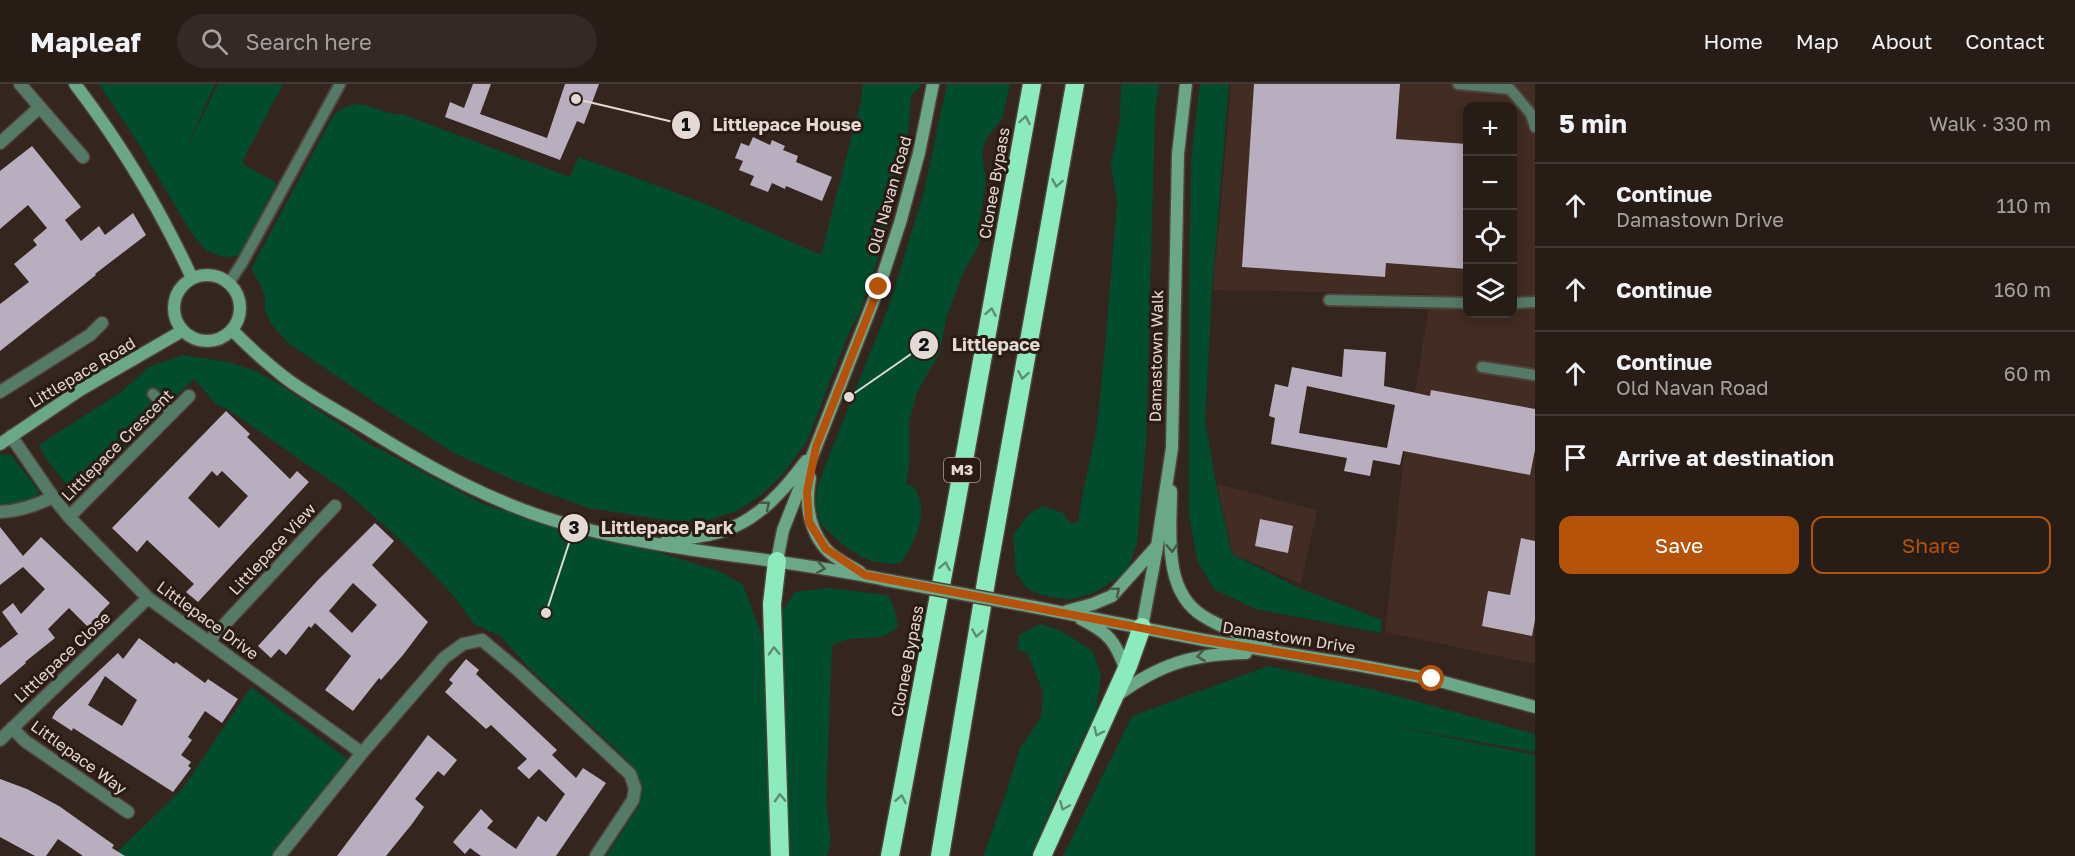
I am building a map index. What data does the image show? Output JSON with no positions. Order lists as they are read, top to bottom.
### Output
{
  "streets": {
    "highway": ["Clonee Bypass", "M3"],
    "street": [
      "Old Navan Road",
      "Damastown Walk",
      "Littlepace Road",
      "Littlepace Crescent",
      "Littlepace View",
      "Littlepace Drive",
      "Damastown Drive",
      "Littlepace Close",
      "Littlepace Way"
    ]
  },
  "crossings": [
    ["Old Navan Road", "Damastown Drive"],
    ["Damastown Walk", "Damastown Drive"],
    ["Littlepace Road", "Littlepace Drive"],
    ["Littlepace Road", "Damastown Drive"],
    ["Littlepace Crescent", "Littlepace Drive"],
    ["Littlepace View", "Littlepace Drive"],
    ["Littlepace Drive", "Littlepace Close"],
    ["Littlepace Close", "Littlepace Way"]
  ],
  "places": ["Littlepace House", "Littlepace", "Littlepace Park"],
  "page": {
    "header": "Mapleaf",
    "search": "Search here",
    "nav": [
      "Home",
      "Map",
      "About",
      "Contact"
    ],
    "heading": ["5 min", "Walk · 330 m"],
    "map_buttons": ["+", "−"],
    "list": [
      ["Continue", "Damastown Drive", "110 m"],
      ["Continue", "160 m"],
      ["Continue", "Old Navan Road", "60 m"],
      "Arrive at destination"
    ],
    "buttons": ["Save", "Share"]
  }
}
........
* _Goal of the exercise_
From the first line to the last, repeat the records above exactly, leaving out the pictures.

* _Output below_
I am building a map index. What data does the image show? Output JSON with no positions. Order lists as they are read, top to bottom.
### Output
{
  "streets": {
    "highway": ["Clonee Bypass", "M3"],
    "street": [
      "Old Navan Road",
      "Damastown Walk",
      "Littlepace Road",
      "Littlepace Crescent",
      "Littlepace View",
      "Littlepace Drive",
      "Damastown Drive",
      "Littlepace Close",
      "Littlepace Way"
    ]
  },
  "crossings": [
    ["Old Navan Road", "Damastown Drive"],
    ["Damastown Walk", "Damastown Drive"],
    ["Littlepace Road", "Littlepace Drive"],
    ["Littlepace Road", "Damastown Drive"],
    ["Littlepace Crescent", "Littlepace Drive"],
    ["Littlepace View", "Littlepace Drive"],
    ["Littlepace Drive", "Littlepace Close"],
    ["Littlepace Close", "Littlepace Way"]
  ],
  "places": ["Littlepace House", "Littlepace", "Littlepace Park"],
  "page": {
    "header": "Mapleaf",
    "search": "Search here",
    "nav": [
      "Home",
      "Map",
      "About",
      "Contact"
    ],
    "heading": ["5 min", "Walk · 330 m"],
    "map_buttons": ["+", "−"],
    "list": [
      ["Continue", "Damastown Drive", "110 m"],
      ["Continue", "160 m"],
      ["Continue", "Old Navan Road", "60 m"],
      "Arrive at destination"
    ],
    "buttons": ["Save", "Share"]
  }
}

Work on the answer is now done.